Community Resource Index
Objectives: Identify the census tracts with the most in need of resources based on educational data Scope: 4 major counties in DFW area (Dallas, Collin, Denton, and Tarrant)
Click here to see the index on map
“Morally and economically, allowing so many of our children to grow up so far from opportunity threatens our future. If we are willing to embrace the challenge of working collectively and strategically, Dallas can cut childhood poverty in half within a single generation.” —Mayor Mike Rawlings Child poverty is a serious problem, children living in poverty are more likely to experience repeated trauma than other peers, then these traumas are likely to lead to lower opportunity. This cycle is hard to break if we don’t get the resources to the right families. The goal of this project is to build an index to improve resource allocation, and prioritize and deploy the funding to the right agencies or schools. The index is comprised of five categories, community, economics, education, health, and family. In this project, we focused on education.
In education sub-index, we decide to use 11 features and 4 target variables as our indicators, where features include early education enrollment, school poverty, student-teacher ratio, free lunch, reduced lunch, title I school, high-quality ECE centers, math proficiency, reading proficiency, high school graduation rate, second education, and target variables are household income, mental health, physical health, and poverty probability index.
First, we apply KNN imputer to handle missing values. Instead of inserting missing values all at once, we split the data by county, then imputed the missing values separately, because we were told by the nonprofit organizations we cooperated with that the situation for each county was very different. Then we scaled data (MinMaxScaler) for all variables to ensure they are comparable. On more thing, we reversed three target variables (mental health, physical health, and poverty probability index) by multiplying with -1 to ensure the higher score means the better in the target variables. After completing data preprocessing, we decided to use simple linear regression model to avoid the multicollinearity problem between independent variables, we obtained coefficients by regressing each target variable with independent variables.

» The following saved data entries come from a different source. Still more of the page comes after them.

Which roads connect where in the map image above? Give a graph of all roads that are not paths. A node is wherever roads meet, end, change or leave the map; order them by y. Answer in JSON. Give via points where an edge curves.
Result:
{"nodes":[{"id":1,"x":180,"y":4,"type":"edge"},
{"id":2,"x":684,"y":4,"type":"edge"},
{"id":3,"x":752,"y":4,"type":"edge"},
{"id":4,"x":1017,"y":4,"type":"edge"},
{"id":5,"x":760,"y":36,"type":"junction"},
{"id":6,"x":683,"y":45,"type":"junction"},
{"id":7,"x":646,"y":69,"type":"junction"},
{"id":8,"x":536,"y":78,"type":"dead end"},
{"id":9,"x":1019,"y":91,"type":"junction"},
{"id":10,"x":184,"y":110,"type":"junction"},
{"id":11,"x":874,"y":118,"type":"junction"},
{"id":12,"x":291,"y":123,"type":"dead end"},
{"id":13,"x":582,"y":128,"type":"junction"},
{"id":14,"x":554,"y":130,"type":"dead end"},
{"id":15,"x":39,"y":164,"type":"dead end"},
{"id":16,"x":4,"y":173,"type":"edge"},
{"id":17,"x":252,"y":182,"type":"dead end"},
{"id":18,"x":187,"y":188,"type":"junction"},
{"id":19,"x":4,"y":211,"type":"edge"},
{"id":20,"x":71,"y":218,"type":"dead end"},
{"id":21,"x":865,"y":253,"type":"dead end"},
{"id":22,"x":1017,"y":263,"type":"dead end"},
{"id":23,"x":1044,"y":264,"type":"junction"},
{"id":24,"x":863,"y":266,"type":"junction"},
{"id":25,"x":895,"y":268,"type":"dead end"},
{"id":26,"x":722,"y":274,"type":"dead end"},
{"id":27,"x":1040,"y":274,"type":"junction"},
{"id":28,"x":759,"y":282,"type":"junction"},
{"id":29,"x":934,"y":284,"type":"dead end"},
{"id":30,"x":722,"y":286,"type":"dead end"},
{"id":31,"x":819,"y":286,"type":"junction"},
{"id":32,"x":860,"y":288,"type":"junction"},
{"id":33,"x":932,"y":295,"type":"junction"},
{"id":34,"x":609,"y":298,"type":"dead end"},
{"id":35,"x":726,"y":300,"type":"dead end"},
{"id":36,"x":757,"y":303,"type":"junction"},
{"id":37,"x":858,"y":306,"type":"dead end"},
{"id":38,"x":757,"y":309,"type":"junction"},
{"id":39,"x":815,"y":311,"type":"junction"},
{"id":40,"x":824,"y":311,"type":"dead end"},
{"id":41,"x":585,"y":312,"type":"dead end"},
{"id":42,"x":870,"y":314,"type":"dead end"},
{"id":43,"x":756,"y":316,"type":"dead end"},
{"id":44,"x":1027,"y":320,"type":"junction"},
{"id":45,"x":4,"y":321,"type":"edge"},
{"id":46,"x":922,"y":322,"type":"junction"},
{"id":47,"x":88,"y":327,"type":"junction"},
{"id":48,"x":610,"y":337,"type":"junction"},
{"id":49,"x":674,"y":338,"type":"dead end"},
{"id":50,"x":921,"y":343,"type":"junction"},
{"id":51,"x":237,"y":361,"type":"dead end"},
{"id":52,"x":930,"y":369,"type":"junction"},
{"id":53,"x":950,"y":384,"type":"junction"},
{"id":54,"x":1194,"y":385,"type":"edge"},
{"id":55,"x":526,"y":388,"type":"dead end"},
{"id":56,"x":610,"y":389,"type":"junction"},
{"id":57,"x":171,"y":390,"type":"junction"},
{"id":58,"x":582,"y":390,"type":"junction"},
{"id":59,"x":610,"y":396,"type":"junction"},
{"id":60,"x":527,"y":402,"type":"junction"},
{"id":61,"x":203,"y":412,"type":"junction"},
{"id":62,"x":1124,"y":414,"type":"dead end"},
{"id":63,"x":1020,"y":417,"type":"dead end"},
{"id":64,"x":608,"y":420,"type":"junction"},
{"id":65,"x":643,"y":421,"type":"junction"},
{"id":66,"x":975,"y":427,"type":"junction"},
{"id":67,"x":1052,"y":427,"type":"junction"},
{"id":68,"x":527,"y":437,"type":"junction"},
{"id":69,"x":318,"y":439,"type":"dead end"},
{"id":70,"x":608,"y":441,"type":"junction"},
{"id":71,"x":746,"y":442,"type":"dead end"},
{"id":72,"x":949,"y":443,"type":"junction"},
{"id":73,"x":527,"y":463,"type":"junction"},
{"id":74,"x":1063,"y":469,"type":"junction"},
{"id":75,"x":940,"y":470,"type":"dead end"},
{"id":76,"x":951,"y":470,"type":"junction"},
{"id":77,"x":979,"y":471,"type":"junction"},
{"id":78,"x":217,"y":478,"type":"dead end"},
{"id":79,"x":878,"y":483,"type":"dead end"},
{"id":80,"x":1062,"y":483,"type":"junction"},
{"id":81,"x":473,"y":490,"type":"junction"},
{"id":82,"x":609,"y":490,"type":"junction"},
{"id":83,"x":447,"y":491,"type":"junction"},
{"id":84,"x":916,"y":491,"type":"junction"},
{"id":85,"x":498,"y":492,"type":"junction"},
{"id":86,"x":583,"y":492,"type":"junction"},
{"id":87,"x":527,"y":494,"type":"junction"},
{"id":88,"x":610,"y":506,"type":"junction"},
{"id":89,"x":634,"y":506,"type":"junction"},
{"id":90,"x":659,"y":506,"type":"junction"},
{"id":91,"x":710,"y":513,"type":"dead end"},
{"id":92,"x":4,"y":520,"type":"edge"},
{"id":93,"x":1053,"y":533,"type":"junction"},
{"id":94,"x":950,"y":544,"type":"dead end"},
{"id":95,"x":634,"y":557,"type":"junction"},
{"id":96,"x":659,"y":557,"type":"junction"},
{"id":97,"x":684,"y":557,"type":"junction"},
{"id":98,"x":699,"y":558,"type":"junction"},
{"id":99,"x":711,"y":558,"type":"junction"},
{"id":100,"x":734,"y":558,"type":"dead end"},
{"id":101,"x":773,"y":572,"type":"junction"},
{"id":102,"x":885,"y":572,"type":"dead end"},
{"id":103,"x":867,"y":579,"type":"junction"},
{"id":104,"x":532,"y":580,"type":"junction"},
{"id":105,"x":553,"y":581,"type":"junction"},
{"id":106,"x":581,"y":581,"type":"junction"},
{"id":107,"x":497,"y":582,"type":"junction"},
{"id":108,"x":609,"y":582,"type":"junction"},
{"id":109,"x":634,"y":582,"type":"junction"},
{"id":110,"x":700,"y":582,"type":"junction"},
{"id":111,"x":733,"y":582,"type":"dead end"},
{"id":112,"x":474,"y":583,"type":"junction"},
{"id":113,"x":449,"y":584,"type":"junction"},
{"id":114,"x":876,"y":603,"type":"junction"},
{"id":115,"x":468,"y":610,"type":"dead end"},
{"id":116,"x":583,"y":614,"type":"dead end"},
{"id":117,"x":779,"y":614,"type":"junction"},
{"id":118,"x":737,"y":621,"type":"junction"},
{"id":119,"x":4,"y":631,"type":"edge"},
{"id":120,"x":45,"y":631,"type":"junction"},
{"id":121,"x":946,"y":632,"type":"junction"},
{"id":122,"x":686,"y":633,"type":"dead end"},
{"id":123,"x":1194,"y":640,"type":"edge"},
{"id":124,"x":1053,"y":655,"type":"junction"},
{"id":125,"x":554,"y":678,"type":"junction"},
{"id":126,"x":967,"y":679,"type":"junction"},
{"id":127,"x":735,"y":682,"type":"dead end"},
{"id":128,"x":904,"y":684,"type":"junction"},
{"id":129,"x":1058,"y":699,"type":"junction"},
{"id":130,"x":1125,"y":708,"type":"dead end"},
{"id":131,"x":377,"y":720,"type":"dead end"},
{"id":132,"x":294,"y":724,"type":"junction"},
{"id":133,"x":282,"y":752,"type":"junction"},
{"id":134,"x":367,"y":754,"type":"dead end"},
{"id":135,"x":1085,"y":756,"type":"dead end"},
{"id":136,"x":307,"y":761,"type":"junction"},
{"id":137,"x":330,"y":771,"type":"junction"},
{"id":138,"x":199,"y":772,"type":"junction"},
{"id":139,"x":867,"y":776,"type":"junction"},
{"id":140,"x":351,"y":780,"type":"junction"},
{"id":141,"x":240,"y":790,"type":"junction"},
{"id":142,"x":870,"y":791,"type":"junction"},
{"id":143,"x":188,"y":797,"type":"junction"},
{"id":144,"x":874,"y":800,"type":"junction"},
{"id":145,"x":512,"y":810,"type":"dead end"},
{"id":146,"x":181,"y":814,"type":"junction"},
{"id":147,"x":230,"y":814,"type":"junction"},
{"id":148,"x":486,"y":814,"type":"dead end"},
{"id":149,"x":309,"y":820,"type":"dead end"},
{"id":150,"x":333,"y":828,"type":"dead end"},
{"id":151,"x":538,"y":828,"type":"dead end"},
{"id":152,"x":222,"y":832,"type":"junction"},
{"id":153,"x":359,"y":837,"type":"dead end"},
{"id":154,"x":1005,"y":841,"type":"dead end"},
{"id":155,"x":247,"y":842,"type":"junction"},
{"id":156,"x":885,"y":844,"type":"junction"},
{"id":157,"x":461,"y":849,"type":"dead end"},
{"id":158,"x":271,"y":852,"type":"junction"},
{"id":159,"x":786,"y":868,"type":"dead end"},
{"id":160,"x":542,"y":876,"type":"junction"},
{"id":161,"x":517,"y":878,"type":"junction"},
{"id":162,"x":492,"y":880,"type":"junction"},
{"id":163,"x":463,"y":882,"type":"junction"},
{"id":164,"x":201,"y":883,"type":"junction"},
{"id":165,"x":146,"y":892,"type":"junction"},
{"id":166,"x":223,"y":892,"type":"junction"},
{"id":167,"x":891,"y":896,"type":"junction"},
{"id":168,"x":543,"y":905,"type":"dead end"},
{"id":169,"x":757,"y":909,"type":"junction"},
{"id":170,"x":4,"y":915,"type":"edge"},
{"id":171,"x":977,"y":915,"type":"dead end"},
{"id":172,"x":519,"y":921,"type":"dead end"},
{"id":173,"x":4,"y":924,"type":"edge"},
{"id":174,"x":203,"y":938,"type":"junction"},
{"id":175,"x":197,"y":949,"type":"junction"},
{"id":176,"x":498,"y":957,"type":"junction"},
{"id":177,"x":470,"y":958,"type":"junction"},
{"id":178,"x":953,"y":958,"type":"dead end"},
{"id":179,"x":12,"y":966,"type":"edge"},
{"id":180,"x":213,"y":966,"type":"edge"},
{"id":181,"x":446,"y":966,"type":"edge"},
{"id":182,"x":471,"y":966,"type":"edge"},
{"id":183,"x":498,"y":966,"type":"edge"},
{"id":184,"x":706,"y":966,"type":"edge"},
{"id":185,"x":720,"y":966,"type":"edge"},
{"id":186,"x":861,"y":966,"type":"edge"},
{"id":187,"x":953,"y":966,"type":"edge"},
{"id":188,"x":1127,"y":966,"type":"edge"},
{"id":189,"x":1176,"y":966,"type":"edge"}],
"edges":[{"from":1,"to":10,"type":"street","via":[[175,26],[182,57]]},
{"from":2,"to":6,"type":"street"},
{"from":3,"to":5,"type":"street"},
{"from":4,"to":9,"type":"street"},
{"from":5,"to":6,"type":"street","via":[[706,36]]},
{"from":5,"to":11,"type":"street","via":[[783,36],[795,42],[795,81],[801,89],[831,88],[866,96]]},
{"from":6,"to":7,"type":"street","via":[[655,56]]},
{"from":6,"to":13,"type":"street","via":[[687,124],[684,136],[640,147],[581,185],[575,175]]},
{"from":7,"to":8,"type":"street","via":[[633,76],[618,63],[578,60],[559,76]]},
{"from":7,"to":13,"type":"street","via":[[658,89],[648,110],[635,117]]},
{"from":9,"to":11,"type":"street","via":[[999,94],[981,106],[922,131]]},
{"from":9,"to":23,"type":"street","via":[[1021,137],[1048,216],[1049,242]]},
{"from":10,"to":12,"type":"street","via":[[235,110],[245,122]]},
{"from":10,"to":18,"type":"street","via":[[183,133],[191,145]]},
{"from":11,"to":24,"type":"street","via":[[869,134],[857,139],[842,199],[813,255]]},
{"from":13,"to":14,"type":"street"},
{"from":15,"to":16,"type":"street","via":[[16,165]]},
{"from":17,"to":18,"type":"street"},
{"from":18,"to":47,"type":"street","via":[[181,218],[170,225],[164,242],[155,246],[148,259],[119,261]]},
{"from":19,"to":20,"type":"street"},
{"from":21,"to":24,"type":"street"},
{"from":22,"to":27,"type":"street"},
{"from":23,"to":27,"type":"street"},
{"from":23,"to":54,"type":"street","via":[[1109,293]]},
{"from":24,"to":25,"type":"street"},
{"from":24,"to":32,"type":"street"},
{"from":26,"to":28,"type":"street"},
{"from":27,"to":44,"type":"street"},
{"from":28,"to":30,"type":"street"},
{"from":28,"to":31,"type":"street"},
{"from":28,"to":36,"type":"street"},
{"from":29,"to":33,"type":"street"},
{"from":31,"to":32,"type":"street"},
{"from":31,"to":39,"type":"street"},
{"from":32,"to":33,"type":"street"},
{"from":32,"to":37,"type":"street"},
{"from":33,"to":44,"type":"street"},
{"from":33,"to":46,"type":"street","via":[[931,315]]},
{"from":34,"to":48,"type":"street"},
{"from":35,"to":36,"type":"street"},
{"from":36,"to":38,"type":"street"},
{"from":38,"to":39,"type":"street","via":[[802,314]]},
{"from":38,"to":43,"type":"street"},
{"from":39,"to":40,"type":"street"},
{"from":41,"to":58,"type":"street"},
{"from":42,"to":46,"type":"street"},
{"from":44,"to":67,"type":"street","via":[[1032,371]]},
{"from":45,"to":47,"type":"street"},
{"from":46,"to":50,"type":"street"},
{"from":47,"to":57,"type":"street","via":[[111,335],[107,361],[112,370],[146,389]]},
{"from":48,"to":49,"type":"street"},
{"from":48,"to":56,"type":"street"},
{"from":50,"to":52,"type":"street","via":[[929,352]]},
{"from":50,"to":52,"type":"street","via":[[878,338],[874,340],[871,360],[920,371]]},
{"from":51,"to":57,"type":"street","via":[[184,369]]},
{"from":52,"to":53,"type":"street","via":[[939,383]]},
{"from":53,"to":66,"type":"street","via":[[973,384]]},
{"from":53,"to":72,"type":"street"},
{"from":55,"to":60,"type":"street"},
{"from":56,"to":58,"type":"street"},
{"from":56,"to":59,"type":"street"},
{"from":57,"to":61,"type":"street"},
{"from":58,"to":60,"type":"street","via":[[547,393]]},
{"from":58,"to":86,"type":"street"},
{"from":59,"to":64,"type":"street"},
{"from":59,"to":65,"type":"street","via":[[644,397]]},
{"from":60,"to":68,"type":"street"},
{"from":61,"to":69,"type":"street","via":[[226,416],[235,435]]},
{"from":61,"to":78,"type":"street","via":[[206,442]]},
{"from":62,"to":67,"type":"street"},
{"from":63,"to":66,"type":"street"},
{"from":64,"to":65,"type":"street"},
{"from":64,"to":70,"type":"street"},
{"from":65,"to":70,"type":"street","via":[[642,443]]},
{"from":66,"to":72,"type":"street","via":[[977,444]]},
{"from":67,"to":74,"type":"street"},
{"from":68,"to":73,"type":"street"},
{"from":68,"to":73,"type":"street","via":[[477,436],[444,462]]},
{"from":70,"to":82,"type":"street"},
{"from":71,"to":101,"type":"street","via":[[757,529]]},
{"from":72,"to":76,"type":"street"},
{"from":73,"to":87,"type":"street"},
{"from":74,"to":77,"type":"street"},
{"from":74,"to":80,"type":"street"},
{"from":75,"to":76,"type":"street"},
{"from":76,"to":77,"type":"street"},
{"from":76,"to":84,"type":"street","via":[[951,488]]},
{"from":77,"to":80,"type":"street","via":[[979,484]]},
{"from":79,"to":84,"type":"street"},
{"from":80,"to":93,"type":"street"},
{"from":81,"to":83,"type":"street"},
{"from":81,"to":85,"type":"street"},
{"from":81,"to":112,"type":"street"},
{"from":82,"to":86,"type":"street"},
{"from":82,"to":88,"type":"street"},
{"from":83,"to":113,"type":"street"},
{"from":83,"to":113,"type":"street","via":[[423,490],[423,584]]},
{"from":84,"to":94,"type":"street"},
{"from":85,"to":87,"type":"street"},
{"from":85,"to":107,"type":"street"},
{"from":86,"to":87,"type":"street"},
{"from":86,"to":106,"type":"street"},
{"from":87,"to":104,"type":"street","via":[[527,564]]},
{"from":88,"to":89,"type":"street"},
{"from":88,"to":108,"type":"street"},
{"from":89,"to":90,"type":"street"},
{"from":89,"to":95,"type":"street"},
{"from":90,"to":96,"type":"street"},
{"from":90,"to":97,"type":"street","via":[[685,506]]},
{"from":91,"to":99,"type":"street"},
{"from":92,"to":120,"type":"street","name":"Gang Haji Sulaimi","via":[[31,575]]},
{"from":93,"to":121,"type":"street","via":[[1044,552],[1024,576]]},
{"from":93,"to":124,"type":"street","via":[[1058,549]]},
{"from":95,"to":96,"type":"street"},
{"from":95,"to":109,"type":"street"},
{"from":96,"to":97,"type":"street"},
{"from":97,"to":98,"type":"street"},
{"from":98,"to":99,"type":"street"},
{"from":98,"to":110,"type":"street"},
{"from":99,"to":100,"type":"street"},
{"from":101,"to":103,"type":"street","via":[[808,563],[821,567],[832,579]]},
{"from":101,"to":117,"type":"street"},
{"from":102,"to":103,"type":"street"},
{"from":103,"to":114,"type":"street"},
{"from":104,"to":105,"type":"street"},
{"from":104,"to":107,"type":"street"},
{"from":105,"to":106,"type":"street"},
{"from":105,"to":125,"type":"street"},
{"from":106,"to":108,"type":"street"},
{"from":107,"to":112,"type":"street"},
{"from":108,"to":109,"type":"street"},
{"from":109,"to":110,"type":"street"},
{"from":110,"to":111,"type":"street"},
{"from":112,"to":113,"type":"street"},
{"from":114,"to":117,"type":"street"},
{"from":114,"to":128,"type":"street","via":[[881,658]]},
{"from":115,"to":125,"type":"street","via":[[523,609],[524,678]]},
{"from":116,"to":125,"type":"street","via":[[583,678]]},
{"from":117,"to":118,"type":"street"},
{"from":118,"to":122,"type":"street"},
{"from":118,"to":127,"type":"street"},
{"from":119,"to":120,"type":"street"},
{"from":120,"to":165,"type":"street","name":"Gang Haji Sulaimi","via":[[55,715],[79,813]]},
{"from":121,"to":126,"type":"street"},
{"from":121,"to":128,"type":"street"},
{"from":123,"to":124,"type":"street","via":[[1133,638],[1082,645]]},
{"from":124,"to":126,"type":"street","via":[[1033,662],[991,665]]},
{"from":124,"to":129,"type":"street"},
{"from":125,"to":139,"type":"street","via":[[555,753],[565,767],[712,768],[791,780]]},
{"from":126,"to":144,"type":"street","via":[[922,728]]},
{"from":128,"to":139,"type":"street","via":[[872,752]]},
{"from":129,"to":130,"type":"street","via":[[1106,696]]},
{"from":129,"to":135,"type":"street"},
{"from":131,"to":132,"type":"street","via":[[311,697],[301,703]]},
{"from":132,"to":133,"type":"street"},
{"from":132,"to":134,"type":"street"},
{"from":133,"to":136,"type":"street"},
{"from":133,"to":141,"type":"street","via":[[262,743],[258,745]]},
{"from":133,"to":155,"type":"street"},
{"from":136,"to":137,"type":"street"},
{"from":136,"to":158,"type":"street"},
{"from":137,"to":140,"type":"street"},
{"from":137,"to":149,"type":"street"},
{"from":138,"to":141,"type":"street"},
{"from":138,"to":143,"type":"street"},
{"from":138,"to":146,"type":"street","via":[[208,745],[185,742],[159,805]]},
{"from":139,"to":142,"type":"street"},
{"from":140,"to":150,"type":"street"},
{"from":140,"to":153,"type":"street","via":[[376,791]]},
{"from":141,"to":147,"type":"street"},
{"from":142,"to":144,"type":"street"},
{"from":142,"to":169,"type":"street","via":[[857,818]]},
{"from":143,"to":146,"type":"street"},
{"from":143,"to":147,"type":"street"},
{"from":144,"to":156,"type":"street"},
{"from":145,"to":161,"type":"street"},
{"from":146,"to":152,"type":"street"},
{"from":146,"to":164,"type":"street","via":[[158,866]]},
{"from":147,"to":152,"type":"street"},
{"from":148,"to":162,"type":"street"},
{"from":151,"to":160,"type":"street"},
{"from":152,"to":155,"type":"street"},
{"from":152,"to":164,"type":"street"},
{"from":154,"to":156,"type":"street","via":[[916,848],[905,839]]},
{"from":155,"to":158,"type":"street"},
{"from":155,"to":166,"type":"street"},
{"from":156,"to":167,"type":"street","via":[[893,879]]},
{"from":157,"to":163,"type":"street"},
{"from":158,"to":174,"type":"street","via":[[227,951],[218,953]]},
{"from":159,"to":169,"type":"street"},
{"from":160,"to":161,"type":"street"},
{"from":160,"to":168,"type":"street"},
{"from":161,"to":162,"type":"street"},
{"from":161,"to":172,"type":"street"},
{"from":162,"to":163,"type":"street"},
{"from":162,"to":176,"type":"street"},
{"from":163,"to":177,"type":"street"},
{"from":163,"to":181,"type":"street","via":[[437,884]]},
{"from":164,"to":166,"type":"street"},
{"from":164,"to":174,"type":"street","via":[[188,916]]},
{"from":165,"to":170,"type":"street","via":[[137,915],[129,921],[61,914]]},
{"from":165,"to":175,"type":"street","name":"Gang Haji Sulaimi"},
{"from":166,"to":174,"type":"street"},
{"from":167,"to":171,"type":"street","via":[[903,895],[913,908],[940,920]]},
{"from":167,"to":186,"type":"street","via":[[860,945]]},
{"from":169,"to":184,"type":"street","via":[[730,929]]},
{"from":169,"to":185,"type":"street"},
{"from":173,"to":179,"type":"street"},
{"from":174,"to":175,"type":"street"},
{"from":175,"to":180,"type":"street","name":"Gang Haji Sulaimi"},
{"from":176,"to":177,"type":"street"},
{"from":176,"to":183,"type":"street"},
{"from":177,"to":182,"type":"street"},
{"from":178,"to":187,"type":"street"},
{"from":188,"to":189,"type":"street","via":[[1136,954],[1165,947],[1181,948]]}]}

The following table shows the results and weights for each features:
Features | Household Income | Mental Health - Reversed | Physical Health - Reversed | Poverty Probability Index - Reversed | Average | Average-Scaled | Wj | Weights |
---|---|---|---|---|---|---|---|---|
Early Education Enrollment | 0.17 | 0.27 | 0.25 | 0.14 | 0.21 | 6.44 | 3.72 | 0.34 |
School Poverty | 0.26 | 0.39 | 0.35 | 0.23 | 0.31 | 9.59 | 5.29 | 0.48 |
Student-Teacher Ratio | -0.12 | -0.35 | -0.32 | -0.15 | -0.23 | -7.26 | -3.13 | -0.29 |
Free Lunch | -0.27 | -0.41 | -0.44 | -0.29 | -0.35 | -10.94 | -4.97 | -0.45 |
Reduced Lunch | -0.11 | -0.07 | -0.02 | 0.05 | -0.04 | -1.20 | -0.10 | -0.01 |
Title I School | -0.16 | -0.21 | -0.22 | -0.15 | -0.19 | -5.74 | -2.37 | -0.22 |
High-Quality ECE Centers | 0.07 | -0.19 | -0.08 | -0.40 | -0.15 | -4.71 | -1.86 | -0.17 |
Math Proficiency | 0.37 | 0.51 | 0.51 | 0.29 | 0.42 | 13.09 | 7.05 | 0.64 |
Reading Proficiency | 0.37 | 0.53 | 0.54 | 0.33 | 0.44 | 13.76 | 7.38 | 0.67 |
High School Graduation Rate | -0.45 | -0.74 | -0.73 | -0.41 | -0.58 | -18.01 | -8.51 | -0.77 |
Second Education Rate | 0.39 | 0.66 | 0.62 | 0.39 | 0.52 | 15.99 | 8.49 | 0.77 |
Finally, we sum up values as an index for all features after applying weights to each variable for every census tract. Then, rescaled the index to the range from 0 to 100. A lower score means the census tract is having a not so good situation with child poverty.